# WHAT YOU NEED TO DO
Searching the material below, find each line that includes the word "Rickshaw", and copy it.

# TASK INPUTS
---*---

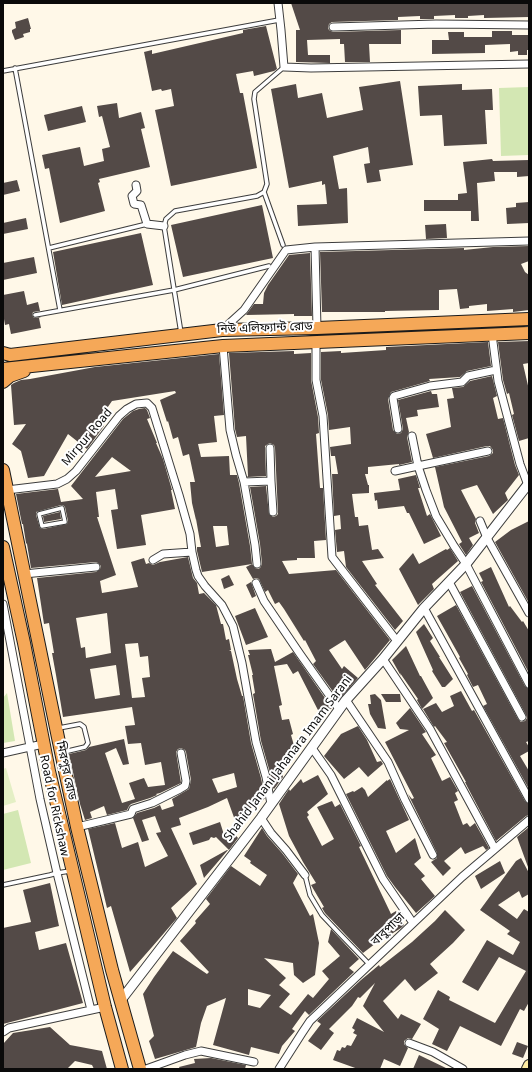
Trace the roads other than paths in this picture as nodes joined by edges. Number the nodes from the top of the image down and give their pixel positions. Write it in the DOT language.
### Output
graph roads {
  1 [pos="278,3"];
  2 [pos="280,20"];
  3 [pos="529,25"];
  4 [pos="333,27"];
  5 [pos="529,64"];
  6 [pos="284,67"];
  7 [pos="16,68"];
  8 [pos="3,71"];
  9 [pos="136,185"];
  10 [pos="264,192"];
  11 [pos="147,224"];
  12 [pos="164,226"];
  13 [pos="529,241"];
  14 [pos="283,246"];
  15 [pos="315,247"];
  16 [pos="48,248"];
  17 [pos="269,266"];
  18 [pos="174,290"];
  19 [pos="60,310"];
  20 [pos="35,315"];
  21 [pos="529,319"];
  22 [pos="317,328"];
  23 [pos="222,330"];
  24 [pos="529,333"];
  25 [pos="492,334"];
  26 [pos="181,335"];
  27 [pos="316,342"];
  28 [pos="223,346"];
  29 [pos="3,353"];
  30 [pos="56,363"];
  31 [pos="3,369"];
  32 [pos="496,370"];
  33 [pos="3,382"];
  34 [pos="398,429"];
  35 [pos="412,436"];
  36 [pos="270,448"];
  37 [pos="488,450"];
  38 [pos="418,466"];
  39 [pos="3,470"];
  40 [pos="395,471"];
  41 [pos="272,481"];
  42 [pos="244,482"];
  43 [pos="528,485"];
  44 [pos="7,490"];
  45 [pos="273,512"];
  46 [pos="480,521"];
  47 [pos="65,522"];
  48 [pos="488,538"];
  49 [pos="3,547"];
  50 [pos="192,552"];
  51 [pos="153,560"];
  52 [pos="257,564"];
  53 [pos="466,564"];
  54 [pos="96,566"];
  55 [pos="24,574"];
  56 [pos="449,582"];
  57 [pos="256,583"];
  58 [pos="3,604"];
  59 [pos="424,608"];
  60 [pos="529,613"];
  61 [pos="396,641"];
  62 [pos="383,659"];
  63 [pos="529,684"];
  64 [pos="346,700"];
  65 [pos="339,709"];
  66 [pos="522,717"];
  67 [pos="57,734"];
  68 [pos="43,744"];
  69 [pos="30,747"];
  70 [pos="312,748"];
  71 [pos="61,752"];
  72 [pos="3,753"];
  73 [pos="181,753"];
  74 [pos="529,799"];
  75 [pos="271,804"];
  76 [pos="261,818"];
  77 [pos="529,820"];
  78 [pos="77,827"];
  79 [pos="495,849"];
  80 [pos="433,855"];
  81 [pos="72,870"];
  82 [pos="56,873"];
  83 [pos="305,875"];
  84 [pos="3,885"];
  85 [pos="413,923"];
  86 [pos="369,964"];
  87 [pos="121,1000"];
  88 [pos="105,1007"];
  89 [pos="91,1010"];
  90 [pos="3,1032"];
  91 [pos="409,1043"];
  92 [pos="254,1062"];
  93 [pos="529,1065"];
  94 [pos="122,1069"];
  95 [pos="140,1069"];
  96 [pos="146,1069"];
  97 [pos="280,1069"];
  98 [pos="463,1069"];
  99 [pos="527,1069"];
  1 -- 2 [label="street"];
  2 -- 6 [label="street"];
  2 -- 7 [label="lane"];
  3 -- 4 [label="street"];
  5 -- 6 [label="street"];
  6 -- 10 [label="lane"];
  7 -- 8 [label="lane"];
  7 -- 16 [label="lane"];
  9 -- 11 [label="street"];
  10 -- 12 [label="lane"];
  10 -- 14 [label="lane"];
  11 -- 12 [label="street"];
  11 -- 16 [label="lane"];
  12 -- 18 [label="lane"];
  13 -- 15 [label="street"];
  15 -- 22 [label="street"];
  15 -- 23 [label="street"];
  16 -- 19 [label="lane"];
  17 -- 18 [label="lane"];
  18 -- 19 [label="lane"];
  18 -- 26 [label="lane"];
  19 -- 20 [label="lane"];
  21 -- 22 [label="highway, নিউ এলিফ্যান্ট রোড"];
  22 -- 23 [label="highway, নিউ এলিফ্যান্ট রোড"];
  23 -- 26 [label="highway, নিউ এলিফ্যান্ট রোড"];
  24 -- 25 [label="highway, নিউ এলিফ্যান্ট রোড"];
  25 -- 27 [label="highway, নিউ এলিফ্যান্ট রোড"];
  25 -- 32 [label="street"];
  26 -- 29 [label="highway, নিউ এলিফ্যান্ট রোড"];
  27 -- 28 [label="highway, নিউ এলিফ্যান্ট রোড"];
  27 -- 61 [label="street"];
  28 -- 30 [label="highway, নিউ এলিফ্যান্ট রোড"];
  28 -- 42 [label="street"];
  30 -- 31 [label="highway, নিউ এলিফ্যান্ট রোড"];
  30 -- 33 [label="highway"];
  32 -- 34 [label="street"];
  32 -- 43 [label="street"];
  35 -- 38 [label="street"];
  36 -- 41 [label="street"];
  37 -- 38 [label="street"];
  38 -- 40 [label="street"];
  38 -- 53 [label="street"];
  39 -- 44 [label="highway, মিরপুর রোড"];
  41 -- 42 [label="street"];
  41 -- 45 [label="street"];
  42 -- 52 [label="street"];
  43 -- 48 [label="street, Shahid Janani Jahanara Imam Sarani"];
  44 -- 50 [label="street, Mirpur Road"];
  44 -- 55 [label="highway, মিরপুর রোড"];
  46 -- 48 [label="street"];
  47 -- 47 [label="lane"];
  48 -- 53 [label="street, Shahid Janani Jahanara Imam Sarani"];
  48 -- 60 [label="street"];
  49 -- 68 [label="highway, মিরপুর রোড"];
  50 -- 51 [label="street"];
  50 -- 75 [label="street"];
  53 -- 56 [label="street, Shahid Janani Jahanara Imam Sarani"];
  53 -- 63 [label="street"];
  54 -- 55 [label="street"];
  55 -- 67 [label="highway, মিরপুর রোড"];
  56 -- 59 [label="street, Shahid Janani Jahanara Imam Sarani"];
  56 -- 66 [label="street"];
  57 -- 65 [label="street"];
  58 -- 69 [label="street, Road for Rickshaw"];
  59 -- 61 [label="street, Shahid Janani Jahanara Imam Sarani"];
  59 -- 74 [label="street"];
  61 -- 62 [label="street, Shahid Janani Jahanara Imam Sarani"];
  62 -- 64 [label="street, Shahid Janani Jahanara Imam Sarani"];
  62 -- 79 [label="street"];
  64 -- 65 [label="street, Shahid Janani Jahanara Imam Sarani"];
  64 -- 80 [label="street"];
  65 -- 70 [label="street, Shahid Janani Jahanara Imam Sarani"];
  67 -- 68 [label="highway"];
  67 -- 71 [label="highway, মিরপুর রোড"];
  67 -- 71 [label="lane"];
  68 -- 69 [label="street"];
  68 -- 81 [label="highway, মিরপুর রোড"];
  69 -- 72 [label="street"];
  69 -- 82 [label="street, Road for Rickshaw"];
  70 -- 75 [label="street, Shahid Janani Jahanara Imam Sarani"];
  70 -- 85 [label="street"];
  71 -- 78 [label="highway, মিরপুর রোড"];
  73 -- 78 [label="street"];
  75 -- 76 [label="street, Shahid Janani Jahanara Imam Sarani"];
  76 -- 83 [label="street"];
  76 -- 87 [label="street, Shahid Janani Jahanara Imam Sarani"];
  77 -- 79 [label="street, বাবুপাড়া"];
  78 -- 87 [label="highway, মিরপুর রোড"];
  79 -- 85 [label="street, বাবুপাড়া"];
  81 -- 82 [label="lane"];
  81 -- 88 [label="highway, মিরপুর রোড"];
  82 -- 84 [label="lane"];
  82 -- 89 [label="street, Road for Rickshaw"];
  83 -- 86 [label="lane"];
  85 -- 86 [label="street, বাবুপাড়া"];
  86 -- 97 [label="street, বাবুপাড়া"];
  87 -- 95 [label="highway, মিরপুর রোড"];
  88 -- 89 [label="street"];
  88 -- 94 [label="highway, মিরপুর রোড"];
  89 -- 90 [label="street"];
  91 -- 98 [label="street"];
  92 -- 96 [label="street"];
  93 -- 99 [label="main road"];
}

---*---

# RESPONSE TO THIS EXERCISE
  58 -- 69 [label="street, Road for Rickshaw"];
  69 -- 82 [label="street, Road for Rickshaw"];
  82 -- 89 [label="street, Road for Rickshaw"];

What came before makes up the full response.